*** Data for processing ***
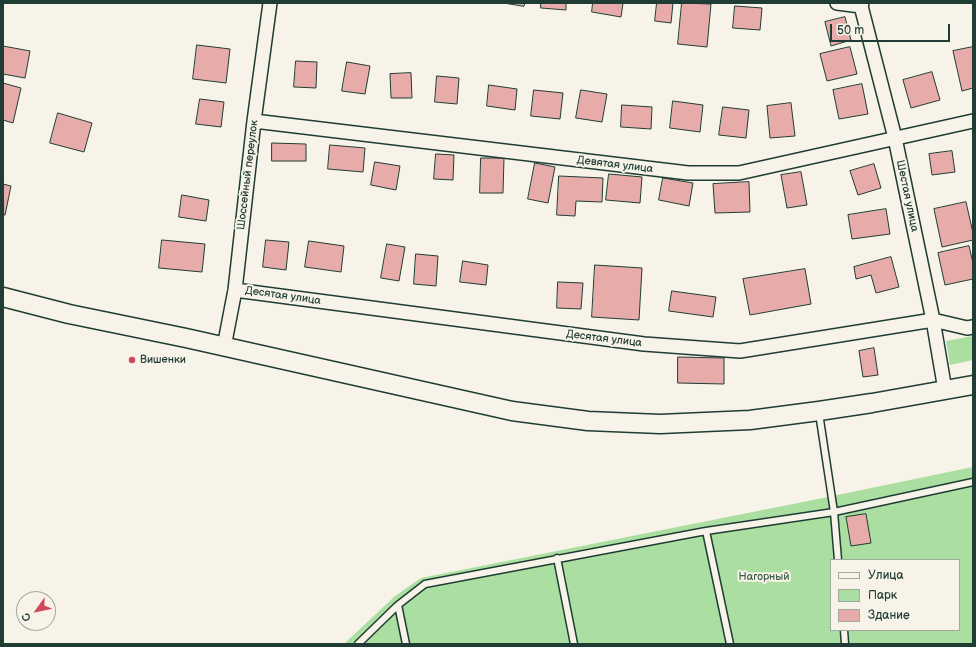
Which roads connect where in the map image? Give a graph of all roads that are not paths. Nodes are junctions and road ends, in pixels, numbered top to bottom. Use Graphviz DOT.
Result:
graph roads {
  1 [pos="270,3"];
  2 [pos="837,3"];
  3 [pos="861,4"];
  4 [pos="254,121"];
  5 [pos="973,121"];
  6 [pos="895,138"];
  7 [pos="235,290"];
  8 [pos="3,298"];
  9 [pos="933,320"];
  10 [pos="973,327"];
  11 [pos="224,347"];
  12 [pos="973,384"];
  13 [pos="945,390"];
  14 [pos="819,411"];
  15 [pos="973,482"];
  16 [pos="834,512"];
  17 [pos="706,531"];
  18 [pos="557,558"];
  19 [pos="838,559"];
  20 [pos="398,605"];
  21 [pos="844,631"];
  22 [pos="358,644"];
  23 [pos="406,644"];
  24 [pos="574,644"];
  25 [pos="730,644"];
  26 [pos="845,644"];
  1 -- 4 [label="street, Шоссейный переулок"];
  2 -- 3 [label="street"];
  3 -- 6 [label="street, Шестая улица"];
  4 -- 6 [label="street, Девятая улица"];
  4 -- 7 [label="street, Шоссейный переулок"];
  5 -- 6 [label="street, Девятая улица"];
  6 -- 9 [label="street, Шестая улица"];
  7 -- 9 [label="street, Десятая улица"];
  7 -- 11 [label="street, Шоссейный переулок"];
  8 -- 11 [label="main road"];
  9 -- 10 [label="street, Десятая улица"];
  9 -- 13 [label="street, Шестая улица"];
  11 -- 14 [label="main road"];
  12 -- 13 [label="main road"];
  13 -- 14 [label="main road"];
  14 -- 16 [label="lane"];
  15 -- 16 [label="lane"];
  16 -- 17 [label="lane"];
  16 -- 19 [label="lane"];
  17 -- 18 [label="lane"];
  17 -- 25 [label="lane"];
  18 -- 20 [label="lane"];
  18 -- 24 [label="lane"];
  20 -- 22 [label="lane"];
  20 -- 23 [label="lane"];
  21 -- 26 [label="lane"];
}
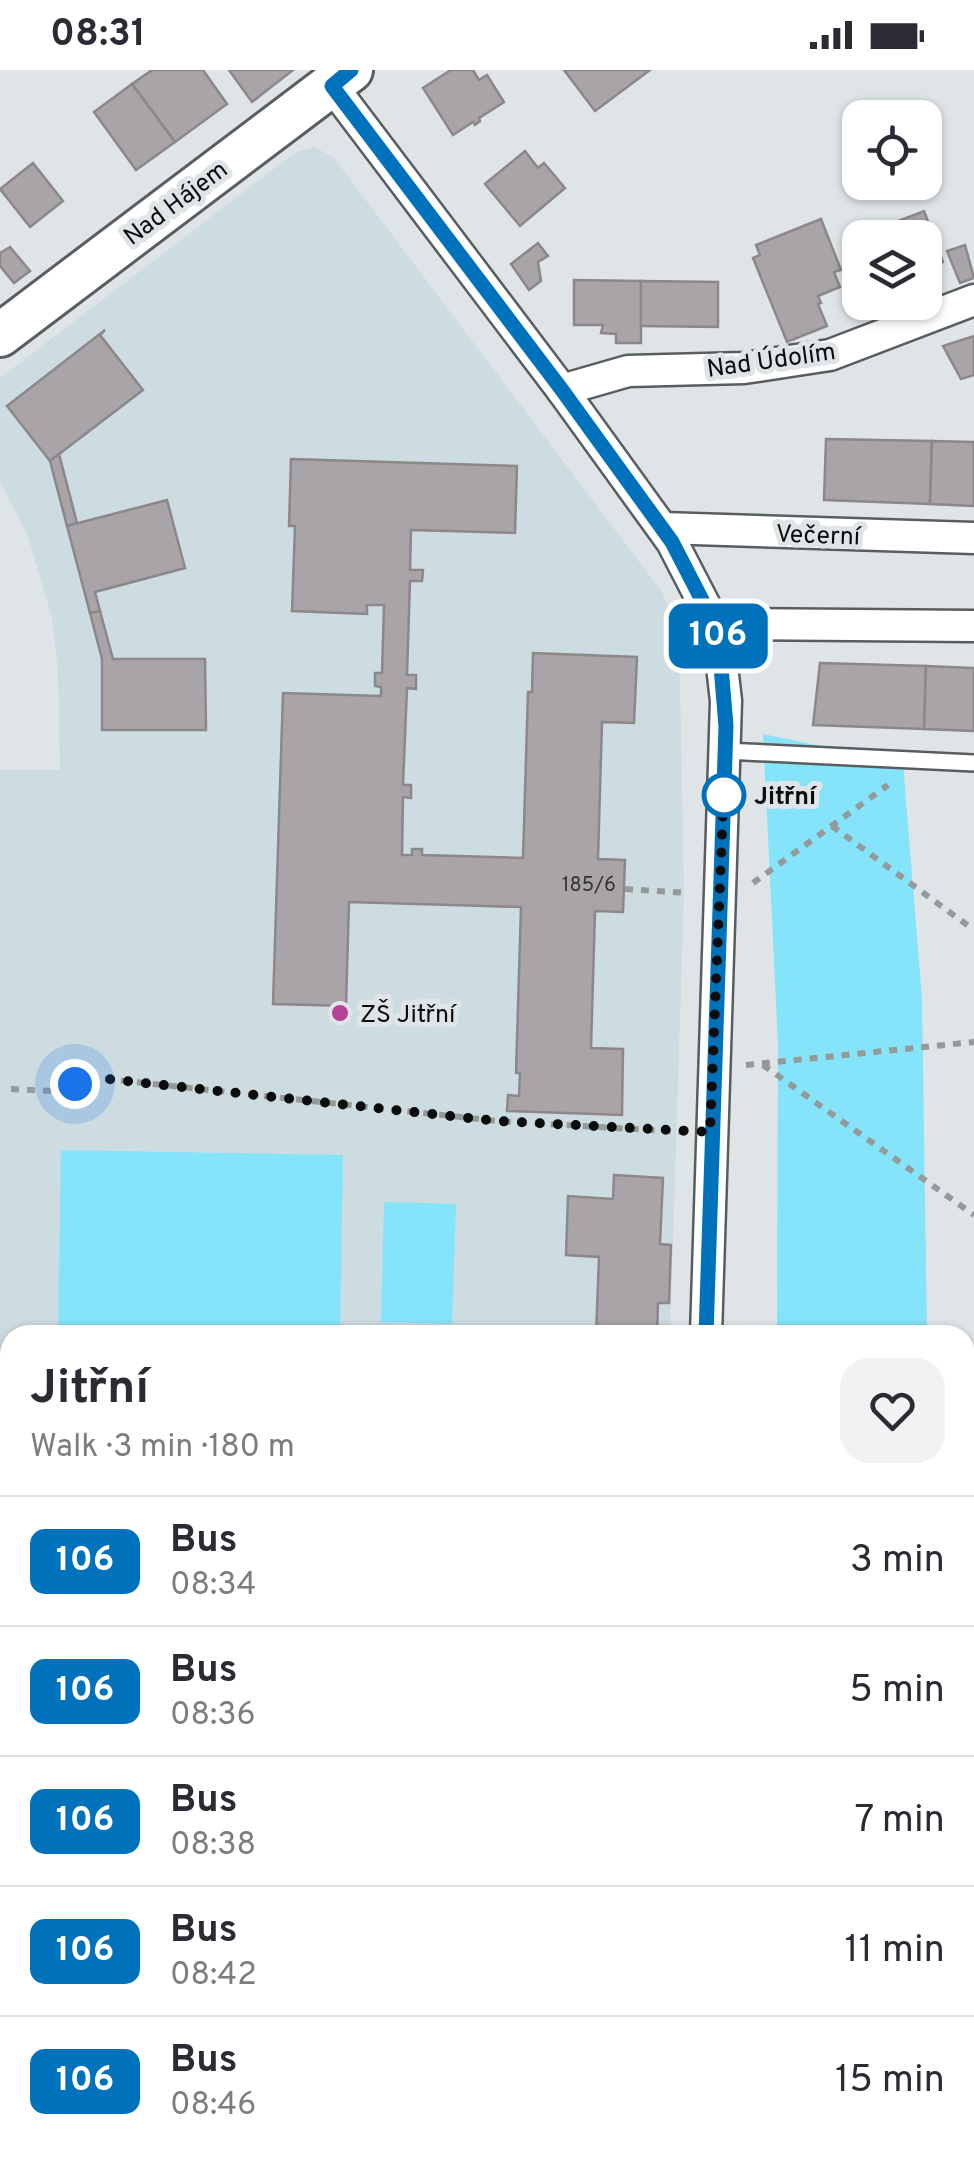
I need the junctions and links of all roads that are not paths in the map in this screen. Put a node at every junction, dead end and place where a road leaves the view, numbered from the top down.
1 (342, 78) edge
2 (974, 300) edge
3 (0, 335) edge
4 (562, 390) junction
5 (663, 528) junction
6 (974, 538) edge
7 (974, 626) edge
8 (718, 631) junction
9 (725, 751) junction
10 (974, 762) edge
11 (706, 1325) edge

1 - 3 street, Nad Hájem
1 - 4 street
2 - 4 street, Nad Údolím
4 - 5 street
5 - 6 street, Večerní
5 - 8 street
7 - 8 street
8 - 9 street
9 - 10 lane
9 - 11 street

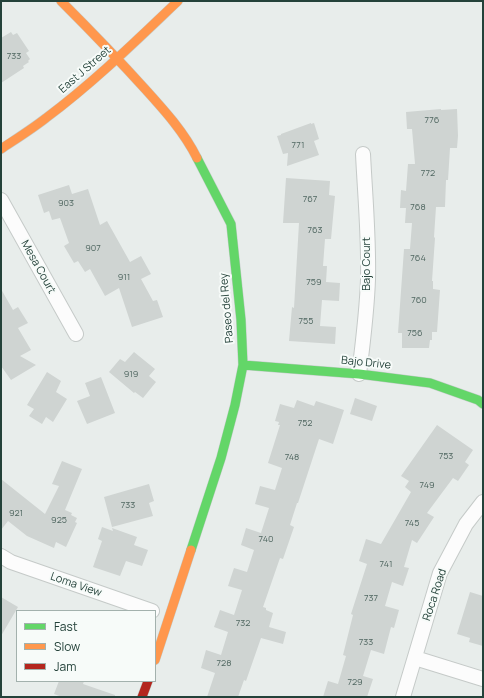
*** End of Data for processing ***
* **Activity**: Your answer must consist of the entries, unchanged, with no pictures in it.

* **Output of the task**:
Which roads connect where in the map image? Give a graph of all roads that are not paths. Nodes are junctions and road ends, in pixels, numbered top to bottom. Use Graphviz DOT.
Result:
graph roads {
  1 [pos="270,3"];
  2 [pos="837,3"];
  3 [pos="861,4"];
  4 [pos="254,121"];
  5 [pos="973,121"];
  6 [pos="895,138"];
  7 [pos="235,290"];
  8 [pos="3,298"];
  9 [pos="933,320"];
  10 [pos="973,327"];
  11 [pos="224,347"];
  12 [pos="973,384"];
  13 [pos="945,390"];
  14 [pos="819,411"];
  15 [pos="973,482"];
  16 [pos="834,512"];
  17 [pos="706,531"];
  18 [pos="557,558"];
  19 [pos="838,559"];
  20 [pos="398,605"];
  21 [pos="844,631"];
  22 [pos="358,644"];
  23 [pos="406,644"];
  24 [pos="574,644"];
  25 [pos="730,644"];
  26 [pos="845,644"];
  1 -- 4 [label="street, Шоссейный переулок"];
  2 -- 3 [label="street"];
  3 -- 6 [label="street, Шестая улица"];
  4 -- 6 [label="street, Девятая улица"];
  4 -- 7 [label="street, Шоссейный переулок"];
  5 -- 6 [label="street, Девятая улица"];
  6 -- 9 [label="street, Шестая улица"];
  7 -- 9 [label="street, Десятая улица"];
  7 -- 11 [label="street, Шоссейный переулок"];
  8 -- 11 [label="main road"];
  9 -- 10 [label="street, Десятая улица"];
  9 -- 13 [label="street, Шестая улица"];
  11 -- 14 [label="main road"];
  12 -- 13 [label="main road"];
  13 -- 14 [label="main road"];
  14 -- 16 [label="lane"];
  15 -- 16 [label="lane"];
  16 -- 17 [label="lane"];
  16 -- 19 [label="lane"];
  17 -- 18 [label="lane"];
  17 -- 25 [label="lane"];
  18 -- 20 [label="lane"];
  18 -- 24 [label="lane"];
  20 -- 22 [label="lane"];
  20 -- 23 [label="lane"];
  21 -- 26 [label="lane"];
}
I need the junctions and links of all roads that are not paths in the map in this screen. Put a node at every junction, dead end and place where a road leaves the view, numbered from the top down.
1 (342, 78) edge
2 (974, 300) edge
3 (0, 335) edge
4 (562, 390) junction
5 (663, 528) junction
6 (974, 538) edge
7 (974, 626) edge
8 (718, 631) junction
9 (725, 751) junction
10 (974, 762) edge
11 (706, 1325) edge

1 - 3 street, Nad Hájem
1 - 4 street
2 - 4 street, Nad Údolím
4 - 5 street
5 - 6 street, Večerní
5 - 8 street
7 - 8 street
8 - 9 street
9 - 10 lane
9 - 11 street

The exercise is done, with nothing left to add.